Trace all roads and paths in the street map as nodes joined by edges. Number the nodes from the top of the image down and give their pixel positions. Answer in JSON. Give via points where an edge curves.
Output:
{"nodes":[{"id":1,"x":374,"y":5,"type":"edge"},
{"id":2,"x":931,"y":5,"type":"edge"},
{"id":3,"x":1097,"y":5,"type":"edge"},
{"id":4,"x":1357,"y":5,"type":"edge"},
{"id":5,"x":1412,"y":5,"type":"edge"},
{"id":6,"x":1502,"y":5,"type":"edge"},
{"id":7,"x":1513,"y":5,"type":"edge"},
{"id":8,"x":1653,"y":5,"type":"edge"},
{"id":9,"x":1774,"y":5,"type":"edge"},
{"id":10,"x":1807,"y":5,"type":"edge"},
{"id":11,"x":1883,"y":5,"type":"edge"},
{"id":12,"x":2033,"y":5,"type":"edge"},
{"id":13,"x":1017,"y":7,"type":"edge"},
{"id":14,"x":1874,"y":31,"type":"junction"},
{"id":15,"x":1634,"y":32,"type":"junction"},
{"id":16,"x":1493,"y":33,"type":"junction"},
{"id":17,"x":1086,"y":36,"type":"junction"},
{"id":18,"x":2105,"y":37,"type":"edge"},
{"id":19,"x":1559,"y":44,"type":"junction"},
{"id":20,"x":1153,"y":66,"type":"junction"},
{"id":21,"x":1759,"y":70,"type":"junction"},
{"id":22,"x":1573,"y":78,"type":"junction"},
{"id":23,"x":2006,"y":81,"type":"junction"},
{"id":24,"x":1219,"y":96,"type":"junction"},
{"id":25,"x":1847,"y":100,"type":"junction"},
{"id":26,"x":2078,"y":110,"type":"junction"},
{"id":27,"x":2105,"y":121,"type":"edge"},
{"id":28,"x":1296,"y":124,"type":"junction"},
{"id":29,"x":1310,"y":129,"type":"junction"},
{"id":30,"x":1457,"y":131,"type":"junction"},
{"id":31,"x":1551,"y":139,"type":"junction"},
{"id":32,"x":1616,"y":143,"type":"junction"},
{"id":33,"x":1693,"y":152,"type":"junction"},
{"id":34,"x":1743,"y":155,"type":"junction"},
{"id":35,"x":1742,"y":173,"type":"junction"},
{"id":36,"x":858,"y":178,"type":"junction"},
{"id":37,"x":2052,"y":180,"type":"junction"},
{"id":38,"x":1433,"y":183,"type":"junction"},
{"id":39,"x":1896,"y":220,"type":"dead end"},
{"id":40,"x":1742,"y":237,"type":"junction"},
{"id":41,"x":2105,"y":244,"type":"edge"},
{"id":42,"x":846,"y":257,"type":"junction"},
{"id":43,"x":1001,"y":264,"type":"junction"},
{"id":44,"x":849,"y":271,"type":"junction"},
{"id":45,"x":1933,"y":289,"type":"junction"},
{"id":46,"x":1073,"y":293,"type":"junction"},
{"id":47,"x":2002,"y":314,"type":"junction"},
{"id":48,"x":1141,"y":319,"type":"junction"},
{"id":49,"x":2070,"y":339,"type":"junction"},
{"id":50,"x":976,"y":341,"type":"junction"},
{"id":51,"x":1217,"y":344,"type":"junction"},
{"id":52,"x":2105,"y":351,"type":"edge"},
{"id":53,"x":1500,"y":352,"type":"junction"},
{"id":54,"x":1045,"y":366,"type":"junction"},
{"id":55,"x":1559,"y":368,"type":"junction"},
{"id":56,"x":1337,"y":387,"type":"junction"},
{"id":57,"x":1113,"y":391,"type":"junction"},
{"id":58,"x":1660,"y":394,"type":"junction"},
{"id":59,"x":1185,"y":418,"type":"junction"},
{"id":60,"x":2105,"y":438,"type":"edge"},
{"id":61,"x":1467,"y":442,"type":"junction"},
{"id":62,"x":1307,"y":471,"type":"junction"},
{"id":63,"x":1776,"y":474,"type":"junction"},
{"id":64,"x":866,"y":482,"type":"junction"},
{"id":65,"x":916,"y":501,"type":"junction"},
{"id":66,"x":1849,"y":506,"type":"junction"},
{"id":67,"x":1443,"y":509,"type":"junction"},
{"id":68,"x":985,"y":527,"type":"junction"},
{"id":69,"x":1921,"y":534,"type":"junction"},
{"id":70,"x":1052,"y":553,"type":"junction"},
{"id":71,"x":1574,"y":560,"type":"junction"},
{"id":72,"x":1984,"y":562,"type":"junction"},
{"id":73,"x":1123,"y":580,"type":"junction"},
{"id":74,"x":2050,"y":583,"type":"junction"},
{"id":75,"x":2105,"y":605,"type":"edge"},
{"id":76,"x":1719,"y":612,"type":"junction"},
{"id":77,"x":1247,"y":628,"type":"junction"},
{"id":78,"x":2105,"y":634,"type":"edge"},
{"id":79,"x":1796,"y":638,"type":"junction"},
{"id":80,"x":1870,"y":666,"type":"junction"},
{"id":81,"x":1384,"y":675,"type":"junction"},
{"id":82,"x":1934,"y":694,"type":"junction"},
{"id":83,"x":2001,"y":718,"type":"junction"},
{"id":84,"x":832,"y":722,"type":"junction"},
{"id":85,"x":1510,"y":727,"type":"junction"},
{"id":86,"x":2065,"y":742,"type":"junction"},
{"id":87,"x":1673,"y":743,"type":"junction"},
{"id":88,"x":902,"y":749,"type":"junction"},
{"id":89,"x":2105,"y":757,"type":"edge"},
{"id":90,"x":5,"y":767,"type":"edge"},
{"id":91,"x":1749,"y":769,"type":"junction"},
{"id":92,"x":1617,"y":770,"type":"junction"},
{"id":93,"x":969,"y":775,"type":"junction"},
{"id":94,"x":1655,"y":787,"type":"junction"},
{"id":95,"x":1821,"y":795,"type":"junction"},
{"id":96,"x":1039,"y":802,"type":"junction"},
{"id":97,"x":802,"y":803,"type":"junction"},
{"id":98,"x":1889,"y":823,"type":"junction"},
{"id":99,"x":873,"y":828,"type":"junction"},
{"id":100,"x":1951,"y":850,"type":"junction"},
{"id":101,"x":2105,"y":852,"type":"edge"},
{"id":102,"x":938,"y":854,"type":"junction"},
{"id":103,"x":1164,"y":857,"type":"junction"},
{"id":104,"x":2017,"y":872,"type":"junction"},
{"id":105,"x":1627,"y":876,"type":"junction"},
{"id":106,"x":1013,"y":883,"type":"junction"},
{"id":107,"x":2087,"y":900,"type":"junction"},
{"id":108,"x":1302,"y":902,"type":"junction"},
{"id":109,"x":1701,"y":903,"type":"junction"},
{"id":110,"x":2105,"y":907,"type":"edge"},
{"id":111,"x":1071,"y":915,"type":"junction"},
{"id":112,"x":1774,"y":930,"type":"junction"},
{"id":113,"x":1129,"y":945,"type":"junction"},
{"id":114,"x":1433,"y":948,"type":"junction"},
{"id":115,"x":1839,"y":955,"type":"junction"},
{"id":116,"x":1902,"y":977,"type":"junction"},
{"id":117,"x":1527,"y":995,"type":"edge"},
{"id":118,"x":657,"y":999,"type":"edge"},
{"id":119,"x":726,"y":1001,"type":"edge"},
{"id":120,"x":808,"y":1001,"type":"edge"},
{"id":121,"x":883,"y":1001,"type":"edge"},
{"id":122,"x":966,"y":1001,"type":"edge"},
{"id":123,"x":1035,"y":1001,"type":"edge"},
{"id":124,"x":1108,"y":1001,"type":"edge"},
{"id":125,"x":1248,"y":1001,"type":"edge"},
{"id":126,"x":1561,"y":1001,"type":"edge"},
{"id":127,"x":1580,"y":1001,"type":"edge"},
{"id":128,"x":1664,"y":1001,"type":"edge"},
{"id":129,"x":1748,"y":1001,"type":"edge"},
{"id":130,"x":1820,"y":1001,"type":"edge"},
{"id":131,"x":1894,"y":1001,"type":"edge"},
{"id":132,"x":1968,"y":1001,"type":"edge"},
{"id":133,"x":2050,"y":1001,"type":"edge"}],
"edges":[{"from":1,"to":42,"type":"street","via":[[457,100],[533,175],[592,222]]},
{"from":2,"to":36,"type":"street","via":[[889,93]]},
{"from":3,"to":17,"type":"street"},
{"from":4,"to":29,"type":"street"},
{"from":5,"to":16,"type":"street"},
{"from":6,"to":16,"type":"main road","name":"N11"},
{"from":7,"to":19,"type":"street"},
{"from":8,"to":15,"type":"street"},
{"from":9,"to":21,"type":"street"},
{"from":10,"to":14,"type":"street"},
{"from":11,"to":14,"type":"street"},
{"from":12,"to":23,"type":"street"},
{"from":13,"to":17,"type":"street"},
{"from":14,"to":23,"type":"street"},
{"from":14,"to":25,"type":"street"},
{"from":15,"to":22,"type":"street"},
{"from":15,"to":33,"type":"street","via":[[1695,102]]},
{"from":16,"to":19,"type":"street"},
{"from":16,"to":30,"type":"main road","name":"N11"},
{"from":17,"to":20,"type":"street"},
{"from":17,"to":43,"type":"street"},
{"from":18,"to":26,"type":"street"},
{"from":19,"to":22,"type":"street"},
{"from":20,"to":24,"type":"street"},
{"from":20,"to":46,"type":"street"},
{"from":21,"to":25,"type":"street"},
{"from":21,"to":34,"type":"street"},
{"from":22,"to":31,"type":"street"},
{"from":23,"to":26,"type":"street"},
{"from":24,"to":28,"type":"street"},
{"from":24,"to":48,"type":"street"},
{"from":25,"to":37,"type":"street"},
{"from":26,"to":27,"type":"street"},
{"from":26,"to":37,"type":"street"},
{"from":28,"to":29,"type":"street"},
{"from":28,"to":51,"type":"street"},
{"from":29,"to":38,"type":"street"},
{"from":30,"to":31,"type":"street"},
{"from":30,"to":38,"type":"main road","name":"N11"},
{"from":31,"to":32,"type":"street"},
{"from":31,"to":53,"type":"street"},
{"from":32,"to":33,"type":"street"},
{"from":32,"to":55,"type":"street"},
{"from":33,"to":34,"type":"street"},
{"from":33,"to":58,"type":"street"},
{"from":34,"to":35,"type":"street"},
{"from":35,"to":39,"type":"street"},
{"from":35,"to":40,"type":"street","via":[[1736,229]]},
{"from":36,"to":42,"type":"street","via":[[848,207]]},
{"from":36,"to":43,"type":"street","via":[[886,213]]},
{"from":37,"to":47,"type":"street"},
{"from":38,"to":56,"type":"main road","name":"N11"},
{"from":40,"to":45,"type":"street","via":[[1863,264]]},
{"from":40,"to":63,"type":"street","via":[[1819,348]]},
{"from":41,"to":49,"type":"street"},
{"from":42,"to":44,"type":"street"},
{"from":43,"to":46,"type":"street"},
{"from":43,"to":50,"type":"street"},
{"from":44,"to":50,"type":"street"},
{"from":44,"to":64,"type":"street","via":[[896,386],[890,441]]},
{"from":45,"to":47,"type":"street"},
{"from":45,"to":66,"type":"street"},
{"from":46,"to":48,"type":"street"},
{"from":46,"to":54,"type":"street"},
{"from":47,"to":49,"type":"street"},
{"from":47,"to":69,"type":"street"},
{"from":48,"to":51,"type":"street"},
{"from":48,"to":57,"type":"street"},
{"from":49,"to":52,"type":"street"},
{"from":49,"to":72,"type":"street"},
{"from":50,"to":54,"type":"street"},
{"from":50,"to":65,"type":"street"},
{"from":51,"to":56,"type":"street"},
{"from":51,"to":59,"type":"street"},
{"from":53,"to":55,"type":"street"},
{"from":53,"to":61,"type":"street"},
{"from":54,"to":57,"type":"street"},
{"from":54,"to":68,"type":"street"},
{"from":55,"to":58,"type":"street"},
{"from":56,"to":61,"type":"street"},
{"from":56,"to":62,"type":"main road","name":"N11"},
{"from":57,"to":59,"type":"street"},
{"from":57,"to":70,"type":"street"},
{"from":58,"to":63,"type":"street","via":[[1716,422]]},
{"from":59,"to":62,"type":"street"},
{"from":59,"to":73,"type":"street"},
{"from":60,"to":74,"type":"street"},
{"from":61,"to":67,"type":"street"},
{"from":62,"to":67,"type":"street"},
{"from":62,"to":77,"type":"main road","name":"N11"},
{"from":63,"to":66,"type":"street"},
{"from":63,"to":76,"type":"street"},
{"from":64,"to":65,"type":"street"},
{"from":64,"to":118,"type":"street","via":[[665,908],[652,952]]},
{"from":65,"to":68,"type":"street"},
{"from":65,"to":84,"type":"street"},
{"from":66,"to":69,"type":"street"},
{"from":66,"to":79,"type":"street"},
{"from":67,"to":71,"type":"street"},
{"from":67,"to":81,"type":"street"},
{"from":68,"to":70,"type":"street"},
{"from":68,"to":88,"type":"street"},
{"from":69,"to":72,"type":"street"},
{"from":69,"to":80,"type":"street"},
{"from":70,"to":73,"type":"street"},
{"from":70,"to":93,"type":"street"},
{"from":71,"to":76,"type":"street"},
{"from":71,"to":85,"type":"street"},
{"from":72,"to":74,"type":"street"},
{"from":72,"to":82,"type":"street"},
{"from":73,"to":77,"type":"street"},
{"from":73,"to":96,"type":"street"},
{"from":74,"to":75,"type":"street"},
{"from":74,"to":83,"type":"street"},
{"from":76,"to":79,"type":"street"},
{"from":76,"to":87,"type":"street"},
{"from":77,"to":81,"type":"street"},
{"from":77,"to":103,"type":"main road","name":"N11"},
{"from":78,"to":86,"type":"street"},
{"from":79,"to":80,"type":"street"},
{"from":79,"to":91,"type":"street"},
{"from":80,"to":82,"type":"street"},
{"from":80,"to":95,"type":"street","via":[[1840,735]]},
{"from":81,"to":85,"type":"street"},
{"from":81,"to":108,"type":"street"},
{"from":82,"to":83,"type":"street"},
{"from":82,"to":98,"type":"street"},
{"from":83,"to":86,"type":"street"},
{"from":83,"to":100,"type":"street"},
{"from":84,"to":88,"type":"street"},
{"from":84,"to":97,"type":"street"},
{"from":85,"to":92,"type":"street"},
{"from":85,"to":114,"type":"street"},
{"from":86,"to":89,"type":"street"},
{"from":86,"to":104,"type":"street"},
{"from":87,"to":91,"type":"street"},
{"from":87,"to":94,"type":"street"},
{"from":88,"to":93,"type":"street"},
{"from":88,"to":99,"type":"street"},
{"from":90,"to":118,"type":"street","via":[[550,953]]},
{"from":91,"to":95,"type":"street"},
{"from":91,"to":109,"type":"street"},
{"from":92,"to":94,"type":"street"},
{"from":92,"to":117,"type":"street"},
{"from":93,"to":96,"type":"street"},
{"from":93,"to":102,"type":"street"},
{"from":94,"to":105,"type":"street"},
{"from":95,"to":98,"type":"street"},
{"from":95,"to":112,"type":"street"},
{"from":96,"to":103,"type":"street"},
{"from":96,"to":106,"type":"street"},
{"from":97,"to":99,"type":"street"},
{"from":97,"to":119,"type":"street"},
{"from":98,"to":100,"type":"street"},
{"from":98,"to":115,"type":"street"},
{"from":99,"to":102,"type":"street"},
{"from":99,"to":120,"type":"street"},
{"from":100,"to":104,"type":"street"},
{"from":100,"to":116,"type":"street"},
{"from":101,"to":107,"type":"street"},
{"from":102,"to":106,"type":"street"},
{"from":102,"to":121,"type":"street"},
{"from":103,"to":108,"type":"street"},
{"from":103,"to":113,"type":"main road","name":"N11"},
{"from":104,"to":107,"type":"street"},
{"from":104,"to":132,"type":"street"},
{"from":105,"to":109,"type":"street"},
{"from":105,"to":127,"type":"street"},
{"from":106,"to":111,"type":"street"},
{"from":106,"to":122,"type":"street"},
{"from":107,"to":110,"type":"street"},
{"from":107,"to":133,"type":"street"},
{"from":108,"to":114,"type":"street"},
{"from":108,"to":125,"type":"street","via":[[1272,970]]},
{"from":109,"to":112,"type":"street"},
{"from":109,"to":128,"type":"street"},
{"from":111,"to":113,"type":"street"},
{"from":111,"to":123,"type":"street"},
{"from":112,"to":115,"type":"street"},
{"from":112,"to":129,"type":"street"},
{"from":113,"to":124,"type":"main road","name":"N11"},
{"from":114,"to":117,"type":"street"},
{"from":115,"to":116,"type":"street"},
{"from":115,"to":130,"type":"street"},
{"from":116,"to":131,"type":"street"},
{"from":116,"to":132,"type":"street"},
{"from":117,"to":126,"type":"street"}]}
****************
▶ _PROBLEM_
Go line by line through the material above and return each one that includes "edges".

▶ _OUTPUT_
Trace all roads and paths in the street map as nodes joined by edges. Number the nodes from the top of the image down and give their pixel positions. Answer in JSON. Give via points where an edge curves.
"edges":[{"from":1,"to":42,"type":"street","via":[[457,100],[533,175],[592,222]]},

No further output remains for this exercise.